Mound, Coonmore, Co. Tipperary
Co. Tipperary |
Ritual/Ceremonial
At the foot of a high natural scarp in County Tipperary, wedged between a cliff-edge and the Clasher River, there is a moss-covered enclosure that was once recorded as a children's burial ground, and yet shows no grave-markers whatsoever.
The site sits on level ground in this narrow margin of landscape, defined by a denuded wall of earth and stone, irregular and roughly circular in shape, with a heavy tangle of scrub filling its north-western quadrant. The feature that lends the place its name, a low linear mound in the south-western quadrant, turns out on closer inspection to be rather modest: just over six metres long, little more than a metre wide, and barely forty centimetres high.
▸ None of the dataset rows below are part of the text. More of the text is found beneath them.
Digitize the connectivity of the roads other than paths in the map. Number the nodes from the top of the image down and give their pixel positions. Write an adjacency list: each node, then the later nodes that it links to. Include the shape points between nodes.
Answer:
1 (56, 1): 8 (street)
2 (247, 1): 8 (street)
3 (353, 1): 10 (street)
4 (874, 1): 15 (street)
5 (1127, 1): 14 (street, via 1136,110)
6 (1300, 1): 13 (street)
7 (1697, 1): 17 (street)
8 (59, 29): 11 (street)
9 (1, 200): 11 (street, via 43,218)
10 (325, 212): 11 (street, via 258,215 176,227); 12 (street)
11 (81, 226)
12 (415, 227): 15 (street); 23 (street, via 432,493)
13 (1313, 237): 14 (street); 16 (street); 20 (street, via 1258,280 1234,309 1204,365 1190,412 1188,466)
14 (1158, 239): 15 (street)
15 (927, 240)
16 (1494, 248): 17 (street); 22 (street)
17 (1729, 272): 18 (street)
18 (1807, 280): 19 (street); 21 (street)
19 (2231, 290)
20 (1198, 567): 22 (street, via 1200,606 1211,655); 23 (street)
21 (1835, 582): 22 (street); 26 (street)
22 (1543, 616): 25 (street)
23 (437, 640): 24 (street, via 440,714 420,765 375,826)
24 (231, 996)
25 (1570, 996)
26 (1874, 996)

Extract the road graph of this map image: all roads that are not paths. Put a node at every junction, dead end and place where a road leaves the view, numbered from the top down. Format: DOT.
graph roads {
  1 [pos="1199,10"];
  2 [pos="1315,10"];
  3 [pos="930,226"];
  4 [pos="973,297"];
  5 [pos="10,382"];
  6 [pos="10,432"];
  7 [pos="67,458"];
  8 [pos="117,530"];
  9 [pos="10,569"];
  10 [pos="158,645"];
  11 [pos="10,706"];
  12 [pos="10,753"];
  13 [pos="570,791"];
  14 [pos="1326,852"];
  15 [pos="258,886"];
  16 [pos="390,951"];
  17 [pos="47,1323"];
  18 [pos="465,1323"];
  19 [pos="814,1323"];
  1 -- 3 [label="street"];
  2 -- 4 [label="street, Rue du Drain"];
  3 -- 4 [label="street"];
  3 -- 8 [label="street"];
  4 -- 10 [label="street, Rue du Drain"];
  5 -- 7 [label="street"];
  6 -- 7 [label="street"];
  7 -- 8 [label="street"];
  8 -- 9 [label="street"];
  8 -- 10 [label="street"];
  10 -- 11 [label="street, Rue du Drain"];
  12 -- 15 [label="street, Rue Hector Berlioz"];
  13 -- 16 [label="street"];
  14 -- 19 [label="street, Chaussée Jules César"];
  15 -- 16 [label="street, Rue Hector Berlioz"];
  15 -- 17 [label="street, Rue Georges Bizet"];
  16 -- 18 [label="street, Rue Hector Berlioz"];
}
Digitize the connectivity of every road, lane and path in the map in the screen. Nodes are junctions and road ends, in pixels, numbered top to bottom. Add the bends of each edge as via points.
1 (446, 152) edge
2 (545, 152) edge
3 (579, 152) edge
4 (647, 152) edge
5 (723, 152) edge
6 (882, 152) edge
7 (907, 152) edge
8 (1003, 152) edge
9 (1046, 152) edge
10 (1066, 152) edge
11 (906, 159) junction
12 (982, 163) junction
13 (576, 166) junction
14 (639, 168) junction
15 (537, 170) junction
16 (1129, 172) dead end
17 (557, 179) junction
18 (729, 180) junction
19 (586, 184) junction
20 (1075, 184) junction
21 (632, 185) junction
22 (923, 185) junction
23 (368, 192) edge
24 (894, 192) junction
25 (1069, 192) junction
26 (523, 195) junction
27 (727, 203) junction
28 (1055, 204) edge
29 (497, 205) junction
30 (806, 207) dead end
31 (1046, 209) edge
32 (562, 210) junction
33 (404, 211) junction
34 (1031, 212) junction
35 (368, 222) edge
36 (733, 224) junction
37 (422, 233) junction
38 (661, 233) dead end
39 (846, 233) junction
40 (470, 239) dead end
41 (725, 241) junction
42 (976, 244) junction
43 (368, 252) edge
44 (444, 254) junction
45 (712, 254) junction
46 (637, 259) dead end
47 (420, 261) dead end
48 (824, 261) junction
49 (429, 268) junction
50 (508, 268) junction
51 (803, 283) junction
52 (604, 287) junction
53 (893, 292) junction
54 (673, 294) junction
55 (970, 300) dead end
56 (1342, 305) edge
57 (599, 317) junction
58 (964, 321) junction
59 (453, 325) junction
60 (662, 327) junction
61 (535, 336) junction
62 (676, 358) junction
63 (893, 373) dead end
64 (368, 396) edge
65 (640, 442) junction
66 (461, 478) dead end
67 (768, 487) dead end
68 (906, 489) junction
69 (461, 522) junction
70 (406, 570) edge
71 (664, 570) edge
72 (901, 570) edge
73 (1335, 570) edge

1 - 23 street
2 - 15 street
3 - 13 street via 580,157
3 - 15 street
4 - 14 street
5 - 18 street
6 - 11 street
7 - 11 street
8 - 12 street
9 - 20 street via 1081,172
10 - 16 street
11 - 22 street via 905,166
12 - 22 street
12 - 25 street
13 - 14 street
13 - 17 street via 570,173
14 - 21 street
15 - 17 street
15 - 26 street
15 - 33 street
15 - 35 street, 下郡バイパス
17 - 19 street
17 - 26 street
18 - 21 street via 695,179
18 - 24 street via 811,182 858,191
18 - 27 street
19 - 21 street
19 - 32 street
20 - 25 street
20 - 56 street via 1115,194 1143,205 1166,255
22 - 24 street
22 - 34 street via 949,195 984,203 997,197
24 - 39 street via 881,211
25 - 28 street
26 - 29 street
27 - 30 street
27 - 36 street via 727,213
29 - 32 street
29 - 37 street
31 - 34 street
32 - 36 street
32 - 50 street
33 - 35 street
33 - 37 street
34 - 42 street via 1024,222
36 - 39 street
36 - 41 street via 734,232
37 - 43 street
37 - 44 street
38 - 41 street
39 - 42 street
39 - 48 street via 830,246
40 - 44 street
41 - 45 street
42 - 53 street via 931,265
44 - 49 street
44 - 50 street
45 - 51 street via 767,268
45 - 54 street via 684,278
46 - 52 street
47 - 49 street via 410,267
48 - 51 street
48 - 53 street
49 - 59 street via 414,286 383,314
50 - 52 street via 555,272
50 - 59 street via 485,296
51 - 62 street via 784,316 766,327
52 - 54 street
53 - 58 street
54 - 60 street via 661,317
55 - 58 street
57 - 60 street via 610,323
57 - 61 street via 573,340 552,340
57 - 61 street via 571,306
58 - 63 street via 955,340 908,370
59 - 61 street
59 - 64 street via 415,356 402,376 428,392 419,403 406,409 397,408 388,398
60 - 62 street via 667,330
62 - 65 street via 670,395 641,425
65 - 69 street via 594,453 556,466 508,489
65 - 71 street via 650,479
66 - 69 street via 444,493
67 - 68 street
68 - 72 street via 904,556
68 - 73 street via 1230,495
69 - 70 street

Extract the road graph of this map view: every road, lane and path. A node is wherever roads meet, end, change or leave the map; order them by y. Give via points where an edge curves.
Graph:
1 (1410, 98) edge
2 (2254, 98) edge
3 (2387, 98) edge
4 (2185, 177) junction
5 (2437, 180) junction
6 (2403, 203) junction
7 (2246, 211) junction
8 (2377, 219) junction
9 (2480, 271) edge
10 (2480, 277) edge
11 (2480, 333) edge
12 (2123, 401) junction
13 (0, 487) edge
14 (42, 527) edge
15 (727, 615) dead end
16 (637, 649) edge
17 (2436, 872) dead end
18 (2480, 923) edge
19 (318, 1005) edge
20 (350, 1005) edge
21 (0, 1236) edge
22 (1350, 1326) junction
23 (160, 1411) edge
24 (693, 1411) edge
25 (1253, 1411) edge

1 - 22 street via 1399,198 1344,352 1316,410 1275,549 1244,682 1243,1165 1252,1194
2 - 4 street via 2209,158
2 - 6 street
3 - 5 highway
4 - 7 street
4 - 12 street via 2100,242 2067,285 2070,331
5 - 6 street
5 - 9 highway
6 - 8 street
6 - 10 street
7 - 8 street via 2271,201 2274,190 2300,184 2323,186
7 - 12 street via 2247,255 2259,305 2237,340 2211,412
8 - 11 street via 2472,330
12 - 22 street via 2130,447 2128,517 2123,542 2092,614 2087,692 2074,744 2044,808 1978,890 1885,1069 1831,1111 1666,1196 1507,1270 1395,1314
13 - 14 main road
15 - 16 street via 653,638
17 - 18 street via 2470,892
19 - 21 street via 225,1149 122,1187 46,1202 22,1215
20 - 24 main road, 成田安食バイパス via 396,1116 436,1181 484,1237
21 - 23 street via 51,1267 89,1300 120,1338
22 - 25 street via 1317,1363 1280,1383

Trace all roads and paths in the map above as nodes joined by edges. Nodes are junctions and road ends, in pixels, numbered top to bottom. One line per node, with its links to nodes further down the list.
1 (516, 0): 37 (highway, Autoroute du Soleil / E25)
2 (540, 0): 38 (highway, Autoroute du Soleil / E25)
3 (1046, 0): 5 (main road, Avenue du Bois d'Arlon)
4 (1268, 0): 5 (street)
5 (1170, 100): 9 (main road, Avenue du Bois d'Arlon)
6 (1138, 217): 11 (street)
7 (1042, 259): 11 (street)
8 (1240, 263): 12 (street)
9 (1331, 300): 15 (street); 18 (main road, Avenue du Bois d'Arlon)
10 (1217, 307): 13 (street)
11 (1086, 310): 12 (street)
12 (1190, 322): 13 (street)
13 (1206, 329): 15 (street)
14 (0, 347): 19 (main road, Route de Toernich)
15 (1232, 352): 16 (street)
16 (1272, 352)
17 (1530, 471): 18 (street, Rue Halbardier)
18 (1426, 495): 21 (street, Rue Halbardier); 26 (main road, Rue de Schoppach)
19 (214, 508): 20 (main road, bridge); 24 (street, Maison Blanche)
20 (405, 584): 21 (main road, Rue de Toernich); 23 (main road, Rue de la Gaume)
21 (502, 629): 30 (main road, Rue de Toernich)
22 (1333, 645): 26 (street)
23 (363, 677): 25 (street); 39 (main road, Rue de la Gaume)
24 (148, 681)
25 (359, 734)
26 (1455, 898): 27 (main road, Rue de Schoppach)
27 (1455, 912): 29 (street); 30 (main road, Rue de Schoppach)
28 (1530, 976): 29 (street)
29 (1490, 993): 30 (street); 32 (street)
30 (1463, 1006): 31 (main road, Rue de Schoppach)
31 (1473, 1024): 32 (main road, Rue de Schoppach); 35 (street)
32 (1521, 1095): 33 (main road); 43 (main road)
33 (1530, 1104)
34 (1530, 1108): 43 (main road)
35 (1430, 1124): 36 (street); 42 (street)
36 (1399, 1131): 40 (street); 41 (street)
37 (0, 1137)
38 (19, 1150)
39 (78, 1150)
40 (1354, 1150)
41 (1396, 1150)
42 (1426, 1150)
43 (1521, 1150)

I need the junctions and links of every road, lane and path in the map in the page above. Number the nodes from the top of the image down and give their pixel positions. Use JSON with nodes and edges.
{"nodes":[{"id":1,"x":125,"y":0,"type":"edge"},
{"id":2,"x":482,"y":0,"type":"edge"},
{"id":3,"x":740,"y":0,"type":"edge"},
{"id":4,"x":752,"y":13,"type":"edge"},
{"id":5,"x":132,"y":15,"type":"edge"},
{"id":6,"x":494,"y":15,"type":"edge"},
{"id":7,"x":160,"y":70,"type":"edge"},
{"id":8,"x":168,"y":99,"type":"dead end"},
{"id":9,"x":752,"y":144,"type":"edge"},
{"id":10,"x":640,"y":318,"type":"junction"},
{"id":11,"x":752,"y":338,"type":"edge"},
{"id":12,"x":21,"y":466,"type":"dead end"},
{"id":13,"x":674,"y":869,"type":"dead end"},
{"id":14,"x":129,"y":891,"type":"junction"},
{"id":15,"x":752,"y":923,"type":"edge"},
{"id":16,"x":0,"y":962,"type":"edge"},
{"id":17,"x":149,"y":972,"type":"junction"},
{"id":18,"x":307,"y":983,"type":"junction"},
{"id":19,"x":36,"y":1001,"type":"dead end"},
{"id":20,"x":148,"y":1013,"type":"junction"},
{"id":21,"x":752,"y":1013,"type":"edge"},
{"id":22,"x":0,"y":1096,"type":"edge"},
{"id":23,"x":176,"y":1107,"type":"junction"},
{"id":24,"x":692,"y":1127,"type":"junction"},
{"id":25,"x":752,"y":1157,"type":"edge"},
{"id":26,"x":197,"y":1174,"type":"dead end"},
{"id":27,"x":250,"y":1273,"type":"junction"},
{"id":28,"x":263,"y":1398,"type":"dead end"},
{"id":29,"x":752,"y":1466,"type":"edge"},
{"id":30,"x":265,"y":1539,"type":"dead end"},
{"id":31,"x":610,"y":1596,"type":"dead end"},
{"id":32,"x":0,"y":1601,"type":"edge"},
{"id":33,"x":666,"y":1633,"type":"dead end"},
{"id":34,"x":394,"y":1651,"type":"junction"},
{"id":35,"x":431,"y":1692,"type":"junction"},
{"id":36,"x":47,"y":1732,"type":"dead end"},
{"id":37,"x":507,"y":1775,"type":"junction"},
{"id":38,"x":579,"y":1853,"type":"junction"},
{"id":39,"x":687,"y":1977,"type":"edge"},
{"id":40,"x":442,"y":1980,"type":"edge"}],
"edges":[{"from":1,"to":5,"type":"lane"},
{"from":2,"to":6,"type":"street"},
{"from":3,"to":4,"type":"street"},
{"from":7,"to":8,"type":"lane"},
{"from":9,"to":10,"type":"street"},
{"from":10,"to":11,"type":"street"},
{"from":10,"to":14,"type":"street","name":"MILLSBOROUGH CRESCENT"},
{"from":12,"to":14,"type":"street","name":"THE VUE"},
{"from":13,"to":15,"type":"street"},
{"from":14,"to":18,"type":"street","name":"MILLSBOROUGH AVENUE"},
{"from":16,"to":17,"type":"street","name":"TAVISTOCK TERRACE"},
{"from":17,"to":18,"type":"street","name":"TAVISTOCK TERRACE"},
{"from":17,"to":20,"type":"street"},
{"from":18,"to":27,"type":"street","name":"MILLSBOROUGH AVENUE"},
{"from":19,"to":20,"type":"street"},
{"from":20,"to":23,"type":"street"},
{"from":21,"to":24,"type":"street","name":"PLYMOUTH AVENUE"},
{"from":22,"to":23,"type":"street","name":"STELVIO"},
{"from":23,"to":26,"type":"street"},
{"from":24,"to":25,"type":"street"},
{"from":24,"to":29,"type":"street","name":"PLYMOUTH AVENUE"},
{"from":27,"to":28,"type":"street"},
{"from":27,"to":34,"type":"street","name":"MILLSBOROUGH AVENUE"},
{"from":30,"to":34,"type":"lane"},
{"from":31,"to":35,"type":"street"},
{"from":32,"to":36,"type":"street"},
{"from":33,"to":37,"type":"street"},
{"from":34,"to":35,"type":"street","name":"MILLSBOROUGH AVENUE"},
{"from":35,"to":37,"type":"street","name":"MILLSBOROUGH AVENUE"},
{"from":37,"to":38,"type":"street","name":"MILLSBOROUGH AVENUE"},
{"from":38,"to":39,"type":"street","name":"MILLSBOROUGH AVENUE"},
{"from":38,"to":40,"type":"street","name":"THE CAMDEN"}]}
The burial-ground identification dates to 1910, when H. S. Crawford recorded the site as a disused cill, or keel, the Irish term for an early medieval church enclosure that in later centuries was frequently repurposed as a burial place for unbaptised infants. These cillíní, as they are more commonly known, occupy a particular place in Irish social and religious history; because unbaptised children were denied consecrated ground under Catholic doctrine, families buried them instead in liminal spots, old enclosures, field boundaries, and shorelines, places that existed at the edges of ordinary life. The association here is plausible given the enclosure's form. What complicates it is the complete absence of any grave-markers, which leaves the identification uncertain. The low mound itself, running roughly north-west to south-east through the enclosure, has been assessed as a section of an old field boundary rather than anything of prehistoric or megalithic significance.